Even without MAGA, they were there. It's all about following the law until either side tries to make the laws better, then out from the woodwork pops these... it's not about the law it's about keeping people out of the country. MAGA at least pulled the mask off. But don't pretend both sides were not trying to fix immigration laws, they were.

Comment Re: Long-term view, finally? (Score 2) 74

Or investors are not believing the AI hype.
Companies that have laid off staff and replaced them with AI have found they need to re-hire staff

I'm calling bullshit on companies laying off staff and replacing them with anything. Prove it. It's bullshit. It plays on AI hype, it is not even the AI hype.

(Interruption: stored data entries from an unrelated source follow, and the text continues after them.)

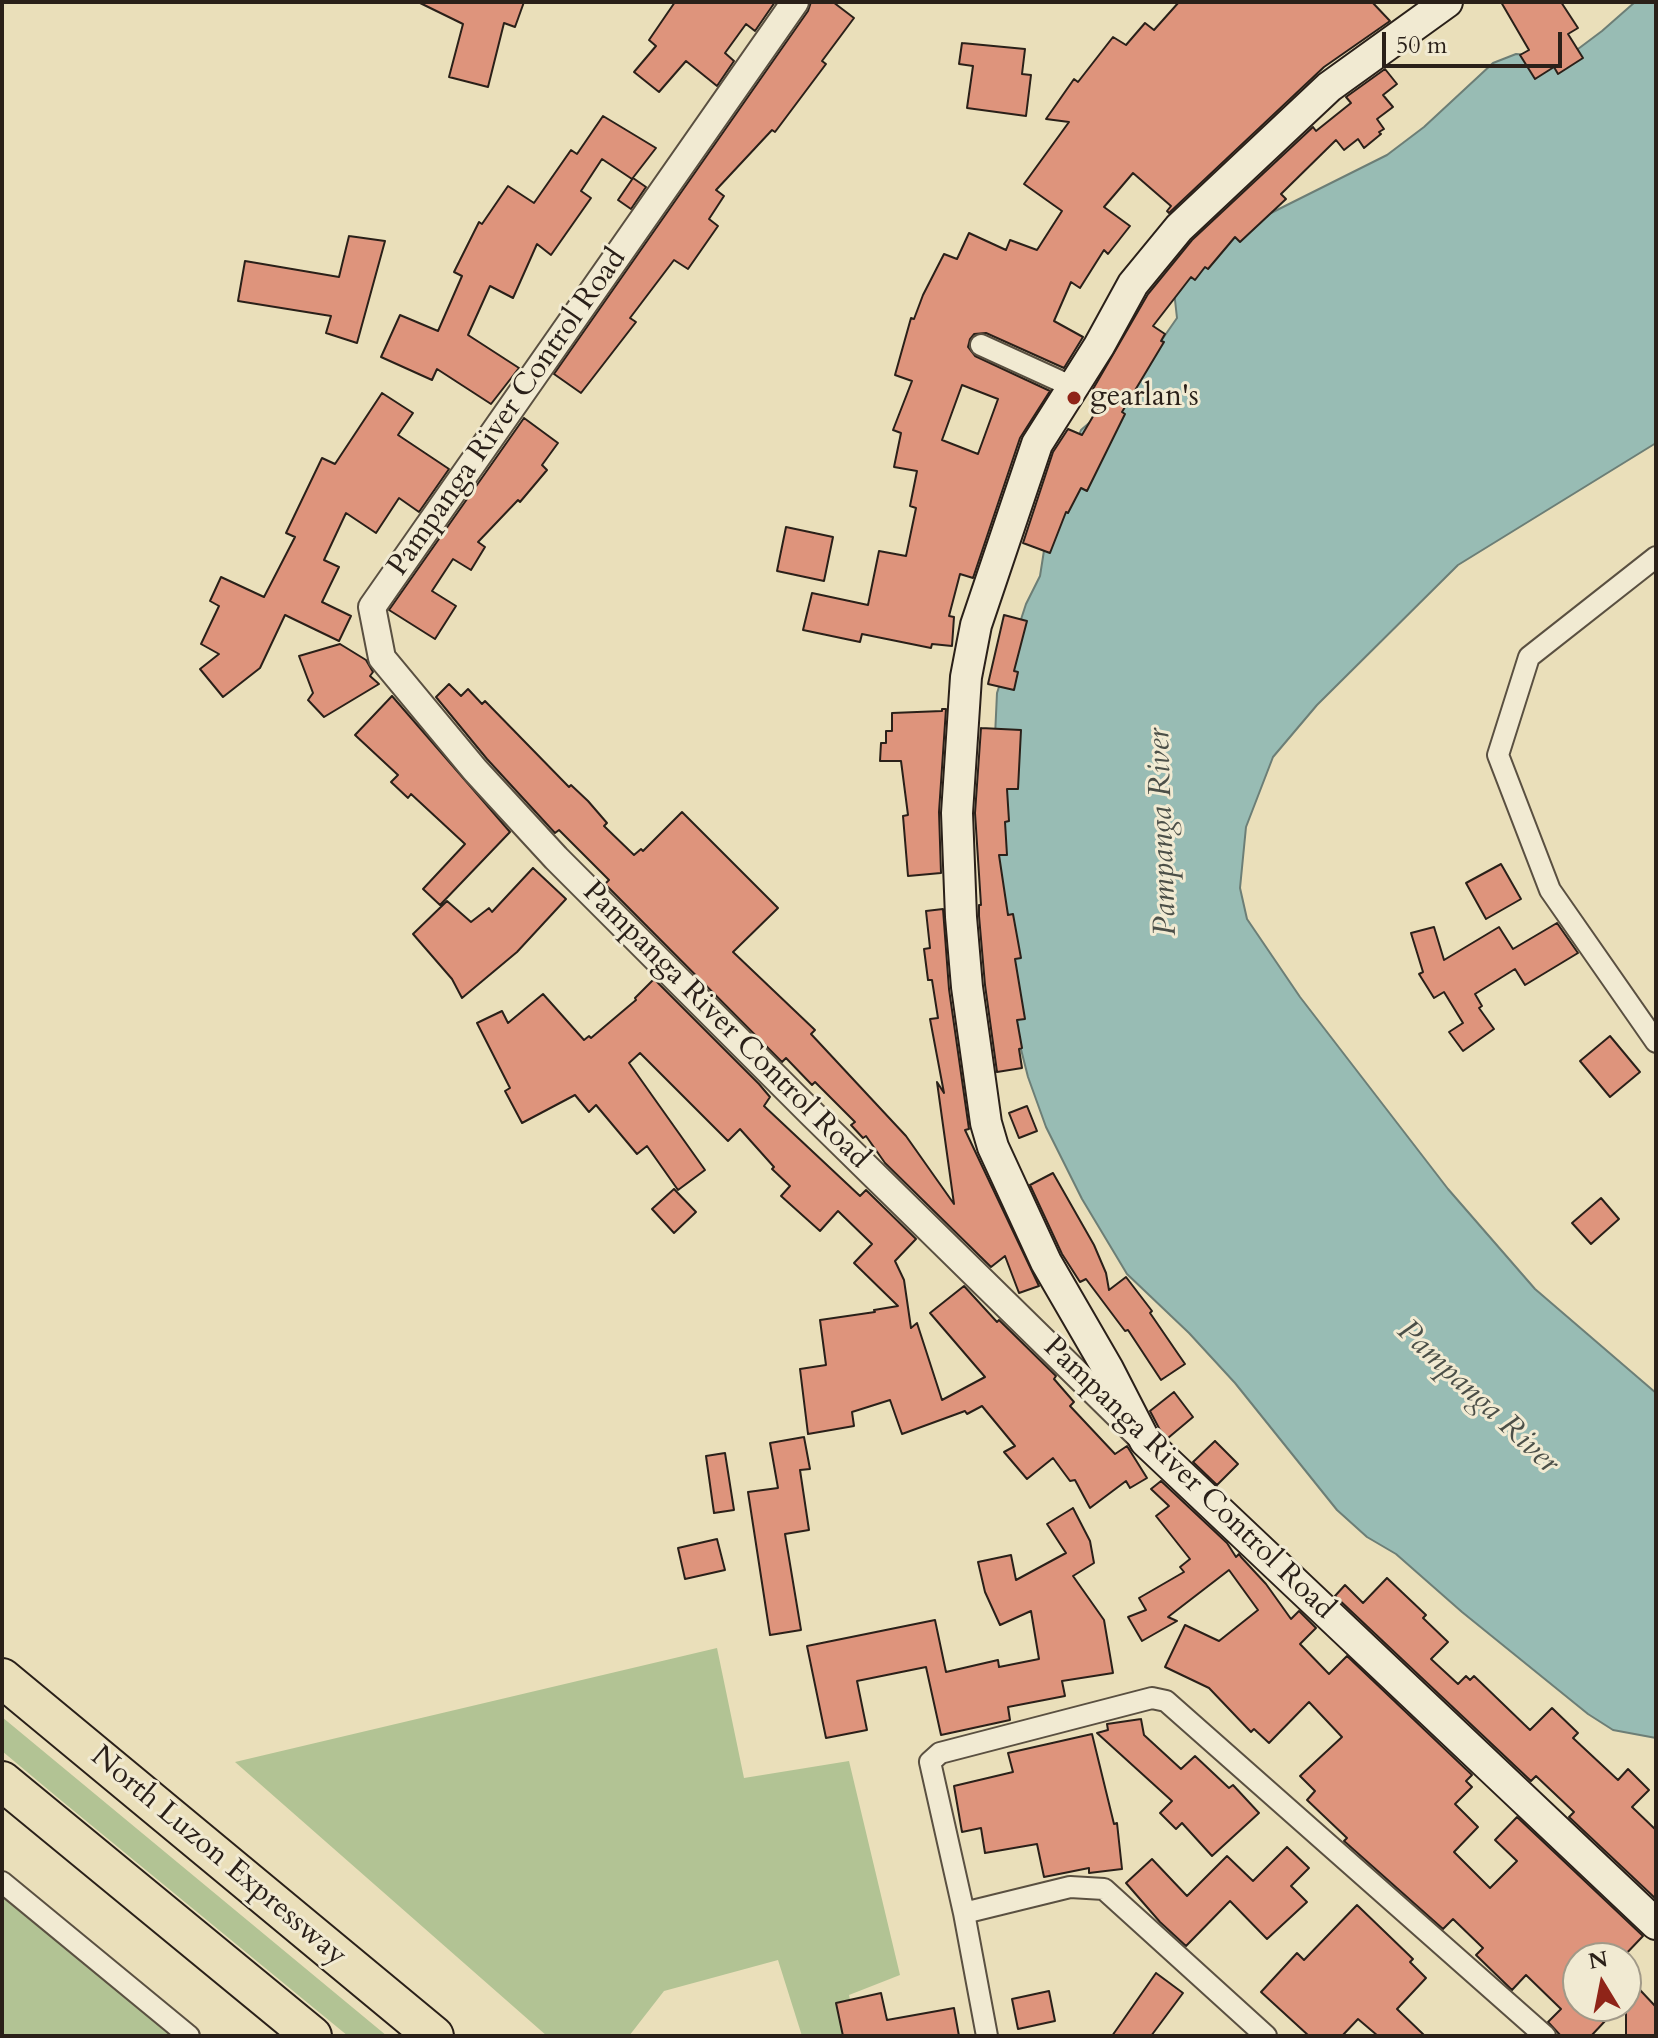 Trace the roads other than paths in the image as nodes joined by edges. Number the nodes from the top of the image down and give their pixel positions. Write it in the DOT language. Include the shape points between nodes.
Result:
graph roads {
  1 [pos="795,2"];
  2 [pos="1447,2"];
  3 [pos="981,345"];
  4 [pos="1073,387"];
  5 [pos="1656,557"];
  6 [pos="1656,1042"];
  7 [pos="1145,1441"];
  8 [pos="2,1678"];
  9 [pos="2,1781"];
  10 [pos="2,1882"];
  11 [pos="964,1913"];
  12 [pos="1656,1924"];
  13 [pos="189,2036"];
  14 [pos="312,2036"];
  15 [pos="434,2036"];
  16 [pos="987,2036"];
  17 [pos="1266,2036"];
  18 [pos="1545,2036"];
  1 -- 7 [label="street, Pampanga River Control Road" via="372,607 382,658 556,858"];
  2 -- 4 [label="main road" via="1329,87 1179,228 1133,284"];
  3 -- 4 [label="street"];
  4 -- 7 [label="main road" via="1037,444 976,625 959,768 961,917 993,1147 1046,1262"];
  5 -- 6 [label="street" via="1529,657 1498,755 1550,890"];
  7 -- 12 [label="main road, Pampanga River Control Road"];
  8 -- 15 [label="highway, North Luzon Expressway"];
  9 -- 14 [label="highway"];
  10 -- 13 [label="street"];
  11 -- 16 [label="street"];
  11 -- 17 [label="street" via="1070,1887 1104,1889"];
  11 -- 18 [label="street" via="932,1758 1152,1698 1166,1701"];
} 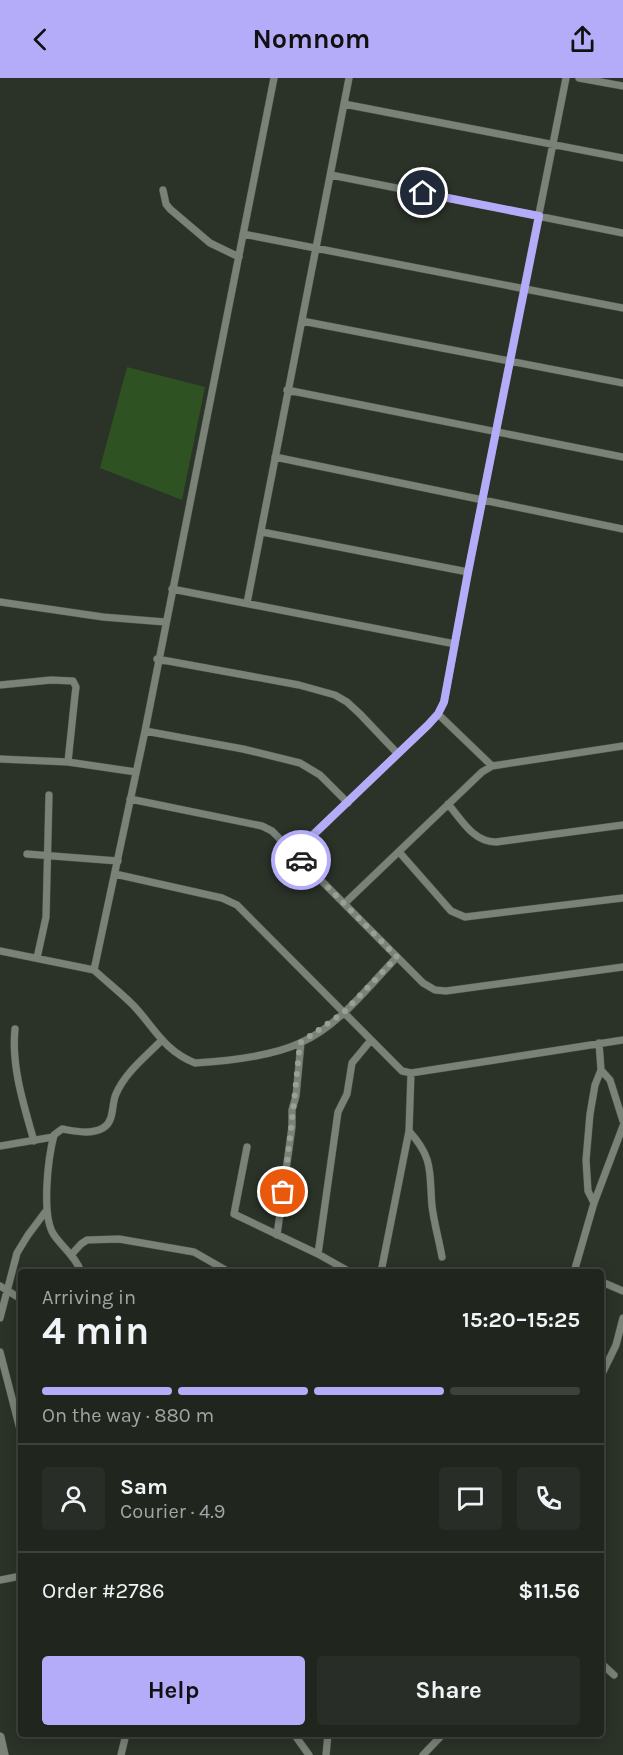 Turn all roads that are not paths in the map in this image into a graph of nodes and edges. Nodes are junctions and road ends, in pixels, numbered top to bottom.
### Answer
1 (274, 78) edge
2 (349, 78) edge
3 (566, 78) edge
4 (579, 78) edge
5 (623, 86) edge
6 (344, 104) junction
7 (553, 144) junction
8 (623, 158) edge
9 (331, 175) junction
10 (163, 190) dead end
11 (539, 216) junction
12 (623, 233) edge
13 (243, 234) junction
14 (315, 248) junction
15 (239, 256) junction
16 (523, 290) junction
17 (623, 308) edge
18 (302, 321) junction
19 (511, 361) junction
20 (623, 383) edge
21 (287, 390) junction
22 (497, 431) junction
23 (275, 457) junction
24 (623, 457) edge
25 (483, 501) junction
26 (623, 529) edge
27 (262, 532) junction
28 (468, 572) junction
29 (172, 589) junction
30 (0, 603) edge
31 (247, 603) junction
32 (165, 622) junction
33 (455, 644) junction
34 (157, 660) junction
35 (0, 685) edge
36 (438, 714) junction
37 (145, 730) junction
38 (623, 746) edge
39 (398, 754) junction
40 (0, 759) edge
41 (68, 762) junction
42 (492, 766) junction
43 (136, 772) junction
44 (49, 795) dead end
45 (130, 799) junction
46 (348, 803) junction
47 (448, 804) junction
48 (623, 825) edge
49 (294, 853) junction
50 (400, 853) junction
51 (27, 854) dead end
52 (48, 857) junction
53 (118, 861) junction
54 (115, 874) junction
55 (623, 898) edge
56 (345, 903) junction
57 (0, 951) edge
58 (397, 957) junction
59 (37, 958) junction
60 (623, 966) edge
61 (94, 970) junction
62 (343, 1013) junction
63 (15, 1029) dead end
64 (371, 1040) junction
65 (623, 1040) edge
66 (161, 1041) junction
67 (300, 1043) junction
68 (599, 1043) junction
69 (601, 1070) junction
70 (411, 1073) junction
71 (623, 1124) edge
72 (409, 1131) junction
73 (53, 1137) junction
74 (34, 1142) junction
75 (0, 1146) edge
76 (247, 1148) dead end
77 (594, 1203) junction
78 (46, 1211) junction
79 (277, 1235) junction
80 (318, 1254) junction
81 (71, 1255) junction
82 (442, 1257) dead end
83 (80, 1269) edge
84 (224, 1269) edge
85 (345, 1269) edge
86 (382, 1269) edge
87 (577, 1269) edge
88 (604, 1283) edge
89 (3, 1287) edge
90 (623, 1291) edge
91 (18, 1297) edge
92 (0, 1318) edge
93 (623, 1320) edge
94 (0, 1352) edge
95 (604, 1370) edge
96 (18, 1421) edge
97 (18, 1577) edge
98 (0, 1580) edge
99 (604, 1666) edge
100 (614, 1675) dead end
101 (0, 1737) edge
102 (125, 1737) edge
103 (296, 1737) edge
104 (328, 1737) edge
105 (440, 1737) edge
106 (5, 1755) edge
107 (121, 1755) edge
108 (309, 1755) edge
109 (326, 1755) edge
110 (423, 1755) edge

1 - 13 street
2 - 6 street
3 - 7 street
4 - 5 street
6 - 7 street
6 - 9 street
7 - 8 street
7 - 11 street
9 - 11 street
9 - 14 street
10 - 15 street
11 - 12 street
11 - 16 street
13 - 14 street
13 - 15 street
14 - 16 street
14 - 18 street
15 - 29 street
16 - 17 street
16 - 19 street
18 - 19 street
18 - 21 street
19 - 20 street
19 - 22 street
21 - 22 street
21 - 23 street
22 - 24 street
22 - 25 street
23 - 25 street
23 - 27 street
25 - 26 street
25 - 28 street
27 - 28 street
27 - 31 street
28 - 33 street
29 - 31 street
29 - 32 street
30 - 32 street
31 - 33 street
32 - 34 street
33 - 36 street
34 - 37 street
34 - 39 street
35 - 41 street
36 - 39 street
36 - 42 street
37 - 43 street
37 - 46 street
38 - 42 street
39 - 46 street
40 - 41 street
41 - 43 street
42 - 47 street
43 - 45 street
44 - 52 street
45 - 49 street
45 - 53 street
46 - 49 street
47 - 48 street
47 - 50 street
49 - 56 street
50 - 55 street
50 - 56 street
51 - 52 street
52 - 53 street
52 - 59 street
53 - 54 street
54 - 61 street
54 - 62 street
56 - 58 street
57 - 59 street
58 - 60 street
58 - 62 street
59 - 61 street
61 - 66 street
62 - 64 street
62 - 67 street
63 - 74 street
64 - 70 street
64 - 80 street
65 - 68 street
66 - 67 street
66 - 73 street
67 - 79 street
68 - 69 street
68 - 70 street
69 - 71 street
69 - 77 street
70 - 72 street
71 - 77 street
72 - 82 street
72 - 86 street
73 - 74 street
73 - 78 street
74 - 75 street
76 - 79 street
77 - 87 street
78 - 81 street
78 - 89 street
79 - 80 street
80 - 85 street
81 - 83 street
81 - 84 street
88 - 90 street
89 - 91 street
89 - 92 street
93 - 95 street
94 - 96 street
97 - 98 street
99 - 100 street
101 - 106 street
102 - 107 street
103 - 108 street
104 - 109 street
105 - 110 street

Vibe coding is AI hype, for example

Laying people off because of AI is some meta hype bullshit. It's being spread equally by companies doing desperate layoffs and anti-AI bozos building the same strawman together, that AI is so good it can be used in exactly the irresponsible ways you imagine.

Go back to the past ten layoff announcements in your news feeds, try to find one thing they actually DO with AI that plausibly sounds like a reason to reduce headcount. I'll guarantee any rehiring stories have nothing to do with trying vibe coding and finding out, it'll be because their cuts to human capital were too deep and they found out. There's been a whole lot of that going around lately.. it's nothing to do with AI - *ahem*DOGE*cough*Xitter

I'm fucking tired of battling AI hype on one hand and the stupid as fuck anti-AI-hype-strawmen on the other. It's not replacing people, they're 99% lying. Also, the inability to actually lay people off because of AI has fuck-all to do with the dumb money being invested in it, so don't hold your breath for that to affect the other thing. Well... if you build one more stupid AI strawman, like your local grocer laid people off because the AIs, please do me a solid and hold your breath for the duration of the AI hype bubble. Thank you.